DOMINGO DE PASCUA DE LA RESURRECCIÓN DEL SEÑOR
«HA RESUCITADO DEL SEPULCRO NUESTRO SALVADOR»
Después de cuarenta días de preparación con abundante Palabra de Dios, poniendo los signos de la limosna, la oración, y el ayuno, ante el Señor, llegamos, por fin, al día más grande de la historia de la creación. La muerte ha tenido que doblegarse ante la Vida y ha sido destruida. El yugo que oprimía irremediablemente al hombre y que lo tenía esclavo de la muerte ha sido roto. La creación entera celebra hoy, la victoria de la Vida.
La historia de la humanidad gira entorno a este acontecimiento: Cristo, muerto en la Cruz cargado con todas las iniquidades de los hombres y sepultado, ha resucitado del sepulcro venciendo las ataduras de la muerte. Es la gran noticia que durante innumerables siglos ha deseado escuchar todo hombre.
Antes de la Resurrección del Señor, nuestra situación como hombres era totalmente anómala. Se daba el absurdo de que habiendo sido creados para vivir felices eternamente, lo que cada día saboreábamos era la finitud y la muerte. La vida del hombre se había convertido en un sinsentido, y lo peor era que nos encontrábamos totalmente impotentes para cambiar esta realidad. Nosotros, que amamos como un don maravilloso nuestra libertad, estábamos sumidos en la esclavitud del pecado, sin poder librarnos de él.
Ante esta realidad, podemos proclamar con la Escritura que la misericordia de Dios es eterna. Dios-Padre, puso en marcha desde el principio un plan para sacarnos de la muerte que habíamos ganado con nuestro pecado, enviando al mundo a su único Hijo, el único capaz de destruir nuestra muerte y devolvernos la vida. Lo hemos visto durante estos días, despreciado, abofeteado, con el cuerpo destrozado por los latigazos, coronado de espinas y derramando en la Cruz hasta la última gota de su sangre. Ha sido la mayor muestra de amor que nadie haya podido dar jamás. Y todo, para que tú y yo no recibiéramos el castigo que merecían nuestros pecados.
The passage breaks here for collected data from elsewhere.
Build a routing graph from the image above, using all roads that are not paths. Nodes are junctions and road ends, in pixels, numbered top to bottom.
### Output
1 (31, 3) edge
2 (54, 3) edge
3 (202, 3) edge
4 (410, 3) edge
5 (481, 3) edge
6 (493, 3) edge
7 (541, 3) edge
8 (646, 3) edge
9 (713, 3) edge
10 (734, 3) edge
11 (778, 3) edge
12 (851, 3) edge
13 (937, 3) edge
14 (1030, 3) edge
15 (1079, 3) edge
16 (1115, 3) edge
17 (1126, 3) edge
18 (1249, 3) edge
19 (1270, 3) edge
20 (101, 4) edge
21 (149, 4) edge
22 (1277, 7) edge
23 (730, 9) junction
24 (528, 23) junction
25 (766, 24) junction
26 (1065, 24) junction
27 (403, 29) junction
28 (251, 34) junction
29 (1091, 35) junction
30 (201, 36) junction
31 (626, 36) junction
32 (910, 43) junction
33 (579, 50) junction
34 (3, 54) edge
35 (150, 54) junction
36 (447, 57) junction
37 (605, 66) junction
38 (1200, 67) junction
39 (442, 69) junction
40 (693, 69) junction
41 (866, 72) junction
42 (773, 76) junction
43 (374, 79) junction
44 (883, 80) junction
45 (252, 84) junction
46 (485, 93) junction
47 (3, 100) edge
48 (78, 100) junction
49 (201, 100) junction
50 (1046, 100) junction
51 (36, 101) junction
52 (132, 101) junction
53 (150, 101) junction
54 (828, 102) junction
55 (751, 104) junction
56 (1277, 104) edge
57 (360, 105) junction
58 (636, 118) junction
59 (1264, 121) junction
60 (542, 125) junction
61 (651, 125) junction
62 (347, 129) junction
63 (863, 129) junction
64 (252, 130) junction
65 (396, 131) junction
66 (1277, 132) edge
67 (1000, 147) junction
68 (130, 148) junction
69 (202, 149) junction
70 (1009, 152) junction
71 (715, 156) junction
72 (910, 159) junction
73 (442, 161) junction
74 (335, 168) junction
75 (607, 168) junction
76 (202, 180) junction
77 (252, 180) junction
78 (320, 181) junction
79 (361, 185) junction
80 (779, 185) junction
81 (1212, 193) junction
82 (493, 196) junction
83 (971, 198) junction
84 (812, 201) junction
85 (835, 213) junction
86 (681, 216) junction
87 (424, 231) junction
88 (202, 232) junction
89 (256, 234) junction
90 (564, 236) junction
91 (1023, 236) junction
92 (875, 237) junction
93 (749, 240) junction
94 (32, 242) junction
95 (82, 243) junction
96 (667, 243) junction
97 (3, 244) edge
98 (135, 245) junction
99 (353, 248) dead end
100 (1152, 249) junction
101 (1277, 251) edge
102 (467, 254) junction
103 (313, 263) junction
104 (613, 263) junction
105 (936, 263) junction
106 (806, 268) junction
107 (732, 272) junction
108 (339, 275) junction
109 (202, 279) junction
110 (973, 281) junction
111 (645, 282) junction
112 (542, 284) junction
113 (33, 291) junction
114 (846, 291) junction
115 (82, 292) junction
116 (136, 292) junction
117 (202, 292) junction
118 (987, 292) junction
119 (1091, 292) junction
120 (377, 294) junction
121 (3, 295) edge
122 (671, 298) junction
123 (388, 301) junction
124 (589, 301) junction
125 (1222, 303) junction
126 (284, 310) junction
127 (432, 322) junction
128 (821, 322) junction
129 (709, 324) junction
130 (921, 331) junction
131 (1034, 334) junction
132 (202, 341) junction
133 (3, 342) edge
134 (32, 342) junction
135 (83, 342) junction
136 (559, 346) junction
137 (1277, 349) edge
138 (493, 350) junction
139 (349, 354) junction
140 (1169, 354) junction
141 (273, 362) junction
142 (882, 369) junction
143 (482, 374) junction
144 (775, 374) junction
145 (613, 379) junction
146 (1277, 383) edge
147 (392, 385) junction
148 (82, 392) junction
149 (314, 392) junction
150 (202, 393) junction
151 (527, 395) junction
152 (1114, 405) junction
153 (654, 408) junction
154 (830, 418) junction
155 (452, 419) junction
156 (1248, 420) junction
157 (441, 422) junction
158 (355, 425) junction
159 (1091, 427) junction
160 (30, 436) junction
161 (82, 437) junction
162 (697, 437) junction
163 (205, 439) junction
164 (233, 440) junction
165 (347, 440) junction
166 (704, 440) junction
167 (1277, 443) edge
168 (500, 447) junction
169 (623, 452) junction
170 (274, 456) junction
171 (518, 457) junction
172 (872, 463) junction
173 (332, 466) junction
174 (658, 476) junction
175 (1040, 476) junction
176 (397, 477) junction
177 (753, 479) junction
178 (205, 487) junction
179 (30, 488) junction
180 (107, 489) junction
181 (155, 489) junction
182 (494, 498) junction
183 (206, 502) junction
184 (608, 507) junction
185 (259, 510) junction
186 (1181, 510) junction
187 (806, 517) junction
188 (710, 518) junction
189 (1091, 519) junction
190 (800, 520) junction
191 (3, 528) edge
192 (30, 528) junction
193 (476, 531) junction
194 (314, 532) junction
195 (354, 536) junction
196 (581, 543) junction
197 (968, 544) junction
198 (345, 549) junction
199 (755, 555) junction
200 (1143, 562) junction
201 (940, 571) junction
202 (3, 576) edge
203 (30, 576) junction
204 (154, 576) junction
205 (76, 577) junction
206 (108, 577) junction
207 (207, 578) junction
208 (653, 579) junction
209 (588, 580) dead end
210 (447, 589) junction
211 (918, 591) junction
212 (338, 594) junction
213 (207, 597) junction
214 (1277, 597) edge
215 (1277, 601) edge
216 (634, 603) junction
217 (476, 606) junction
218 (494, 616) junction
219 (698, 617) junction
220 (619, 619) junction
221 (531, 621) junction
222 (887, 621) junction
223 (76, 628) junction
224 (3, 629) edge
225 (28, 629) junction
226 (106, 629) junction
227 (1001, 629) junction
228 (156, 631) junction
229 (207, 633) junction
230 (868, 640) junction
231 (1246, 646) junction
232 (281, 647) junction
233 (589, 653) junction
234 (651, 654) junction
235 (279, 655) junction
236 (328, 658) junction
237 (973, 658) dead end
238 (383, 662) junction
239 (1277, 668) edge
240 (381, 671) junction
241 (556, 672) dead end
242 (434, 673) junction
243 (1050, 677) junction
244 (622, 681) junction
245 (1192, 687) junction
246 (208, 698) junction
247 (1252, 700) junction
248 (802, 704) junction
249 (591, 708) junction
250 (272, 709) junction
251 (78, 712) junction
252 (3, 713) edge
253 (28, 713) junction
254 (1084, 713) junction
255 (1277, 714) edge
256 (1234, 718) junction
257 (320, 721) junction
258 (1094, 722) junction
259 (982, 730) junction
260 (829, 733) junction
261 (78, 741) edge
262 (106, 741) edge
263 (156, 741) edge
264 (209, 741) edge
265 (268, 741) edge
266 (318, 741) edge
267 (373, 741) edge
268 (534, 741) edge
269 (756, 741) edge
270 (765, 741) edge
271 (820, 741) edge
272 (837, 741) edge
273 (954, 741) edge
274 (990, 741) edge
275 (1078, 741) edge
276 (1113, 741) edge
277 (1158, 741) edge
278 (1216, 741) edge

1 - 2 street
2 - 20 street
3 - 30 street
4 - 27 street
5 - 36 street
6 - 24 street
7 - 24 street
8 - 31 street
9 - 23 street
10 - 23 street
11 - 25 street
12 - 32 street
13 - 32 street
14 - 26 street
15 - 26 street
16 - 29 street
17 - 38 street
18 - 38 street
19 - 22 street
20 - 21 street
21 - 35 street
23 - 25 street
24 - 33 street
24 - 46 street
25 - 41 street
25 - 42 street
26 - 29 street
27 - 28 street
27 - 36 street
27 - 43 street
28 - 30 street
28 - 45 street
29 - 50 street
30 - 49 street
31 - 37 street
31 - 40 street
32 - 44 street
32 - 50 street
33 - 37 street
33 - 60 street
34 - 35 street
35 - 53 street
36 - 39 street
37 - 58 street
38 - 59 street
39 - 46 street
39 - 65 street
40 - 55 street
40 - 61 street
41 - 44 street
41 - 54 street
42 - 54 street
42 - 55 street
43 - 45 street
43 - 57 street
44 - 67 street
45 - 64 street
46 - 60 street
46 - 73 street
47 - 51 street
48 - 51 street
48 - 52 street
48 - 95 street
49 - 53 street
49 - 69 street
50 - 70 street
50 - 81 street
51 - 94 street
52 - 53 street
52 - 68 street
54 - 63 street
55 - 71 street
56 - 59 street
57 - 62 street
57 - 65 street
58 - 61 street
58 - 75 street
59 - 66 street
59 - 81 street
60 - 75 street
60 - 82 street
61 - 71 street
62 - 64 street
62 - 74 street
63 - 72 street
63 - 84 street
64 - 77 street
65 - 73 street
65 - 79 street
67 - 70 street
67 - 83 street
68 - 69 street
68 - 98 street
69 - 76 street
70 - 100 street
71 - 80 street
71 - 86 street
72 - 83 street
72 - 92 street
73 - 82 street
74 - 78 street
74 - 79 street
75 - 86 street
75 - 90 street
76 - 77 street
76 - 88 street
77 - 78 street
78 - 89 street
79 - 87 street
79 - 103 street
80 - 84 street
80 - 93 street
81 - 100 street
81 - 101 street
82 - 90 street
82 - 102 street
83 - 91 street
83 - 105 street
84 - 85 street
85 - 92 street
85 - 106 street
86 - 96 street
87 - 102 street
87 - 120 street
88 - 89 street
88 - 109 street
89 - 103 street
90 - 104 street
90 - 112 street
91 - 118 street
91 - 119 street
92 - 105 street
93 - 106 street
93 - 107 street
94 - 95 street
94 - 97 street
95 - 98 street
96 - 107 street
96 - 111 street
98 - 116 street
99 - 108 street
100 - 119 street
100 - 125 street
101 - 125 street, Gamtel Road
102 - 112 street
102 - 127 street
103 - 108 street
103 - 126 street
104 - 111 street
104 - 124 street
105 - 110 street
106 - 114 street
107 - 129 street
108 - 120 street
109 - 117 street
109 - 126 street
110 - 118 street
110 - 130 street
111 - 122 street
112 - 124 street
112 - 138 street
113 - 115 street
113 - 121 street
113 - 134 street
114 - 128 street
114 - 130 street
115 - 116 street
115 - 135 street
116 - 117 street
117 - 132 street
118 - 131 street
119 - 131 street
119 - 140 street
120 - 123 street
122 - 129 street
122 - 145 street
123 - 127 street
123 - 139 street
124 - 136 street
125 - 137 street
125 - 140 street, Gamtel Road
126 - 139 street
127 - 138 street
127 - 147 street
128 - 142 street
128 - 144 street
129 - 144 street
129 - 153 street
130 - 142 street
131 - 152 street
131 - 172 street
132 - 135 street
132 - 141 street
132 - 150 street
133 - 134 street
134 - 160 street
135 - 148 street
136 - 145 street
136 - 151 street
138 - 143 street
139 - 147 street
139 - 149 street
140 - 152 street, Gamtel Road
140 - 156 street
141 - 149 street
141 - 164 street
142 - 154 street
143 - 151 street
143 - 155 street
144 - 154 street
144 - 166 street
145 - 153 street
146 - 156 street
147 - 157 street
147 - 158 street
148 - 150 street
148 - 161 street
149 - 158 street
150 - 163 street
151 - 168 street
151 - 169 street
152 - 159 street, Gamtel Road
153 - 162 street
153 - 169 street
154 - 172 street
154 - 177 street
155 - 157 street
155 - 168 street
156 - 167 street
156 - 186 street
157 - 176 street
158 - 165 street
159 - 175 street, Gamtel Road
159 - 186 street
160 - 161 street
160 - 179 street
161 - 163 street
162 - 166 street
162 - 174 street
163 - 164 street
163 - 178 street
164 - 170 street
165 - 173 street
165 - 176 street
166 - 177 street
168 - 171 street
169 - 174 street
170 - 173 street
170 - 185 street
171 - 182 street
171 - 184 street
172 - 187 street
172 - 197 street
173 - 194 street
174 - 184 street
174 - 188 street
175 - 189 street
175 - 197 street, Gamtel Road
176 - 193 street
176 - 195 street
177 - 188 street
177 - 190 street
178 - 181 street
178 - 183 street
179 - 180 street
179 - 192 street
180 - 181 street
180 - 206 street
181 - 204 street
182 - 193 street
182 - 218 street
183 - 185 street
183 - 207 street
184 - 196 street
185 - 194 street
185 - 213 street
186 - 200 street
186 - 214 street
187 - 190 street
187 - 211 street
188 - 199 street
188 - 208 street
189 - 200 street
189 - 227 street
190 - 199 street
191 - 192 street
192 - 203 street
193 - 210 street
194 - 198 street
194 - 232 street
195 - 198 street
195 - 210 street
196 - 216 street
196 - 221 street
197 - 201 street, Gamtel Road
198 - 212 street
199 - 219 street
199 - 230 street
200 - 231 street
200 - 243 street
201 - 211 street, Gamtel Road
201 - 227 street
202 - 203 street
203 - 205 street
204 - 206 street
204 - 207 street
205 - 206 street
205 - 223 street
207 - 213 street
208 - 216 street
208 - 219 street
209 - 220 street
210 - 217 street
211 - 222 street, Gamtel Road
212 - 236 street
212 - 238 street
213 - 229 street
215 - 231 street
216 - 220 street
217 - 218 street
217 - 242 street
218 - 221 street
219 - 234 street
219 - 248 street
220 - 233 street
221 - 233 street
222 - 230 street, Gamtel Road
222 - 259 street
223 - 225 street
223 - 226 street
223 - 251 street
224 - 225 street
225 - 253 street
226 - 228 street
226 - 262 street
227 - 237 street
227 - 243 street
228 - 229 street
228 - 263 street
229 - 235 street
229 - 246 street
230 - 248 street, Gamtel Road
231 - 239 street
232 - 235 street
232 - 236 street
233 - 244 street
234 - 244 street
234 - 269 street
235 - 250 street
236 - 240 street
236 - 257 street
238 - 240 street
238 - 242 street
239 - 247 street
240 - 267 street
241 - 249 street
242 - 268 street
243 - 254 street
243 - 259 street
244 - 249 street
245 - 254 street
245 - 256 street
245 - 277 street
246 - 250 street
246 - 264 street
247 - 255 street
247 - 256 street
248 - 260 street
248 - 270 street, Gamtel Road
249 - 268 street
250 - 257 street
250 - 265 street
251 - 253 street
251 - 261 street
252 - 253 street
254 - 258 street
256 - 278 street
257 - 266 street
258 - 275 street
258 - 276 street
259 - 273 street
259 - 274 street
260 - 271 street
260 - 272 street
Hoy celebramos que Dios-Padre lo ha resucitado, lo ha exaltado y le ha dado el Nombre sobre todo nombre. Ha querido de esta manera que nosotros no carguemos con la culpa de haber llevado a la muerte a un inocente. Además, y para más abundamiento, nos ha regalado su victoria para que también nosotros podamos resucitar con Él.
Al decir que la muerte ha sido vencida, no pensemos únicamente en nuestra muerte física, que también, sino en la muerte de cada día. Aquella que nos amarga la vida continuamente y que nos hace infelices. Qué muerte es ésta, preguntas. La que nos produce todo sufrimiento que no somos capaces de evitar. La enfermedad, los problemas laborales, paro incluido; los enfrentamientos familiares, los juicios que, sin razón, hacen los demás de nosotros; los problemas económicos que con frecuencia nos quitan el sueño; la esclavitud a esos vicios inconfesables que solo cada uno conoce; la adicción al sexo, al juego o a las drogas. En fin, todo aquello que no está bajo control y frente a lo que nos encontramos impotentes. Esa es en verdad la muerte que nos aplasta cada día y que, a unos los hace caer en depresión, a otros los empuja al suicidio y a todos nos hace infelices.
El Señor, con su resurrección, destruye también esas muertes y nos concede la paz interior. Él solo quiere que nosotros lo invoquemos, que le pidamos a gritos, si hace falta, que nos ayude. El Padre le ha dado todo poder. Acudamos a él con humildad, reconociendo nuestra impotencia y nuestra debilidad. Si lo hacemos así no quedaremos confundidos, porque Él, se complace en ayudarnos.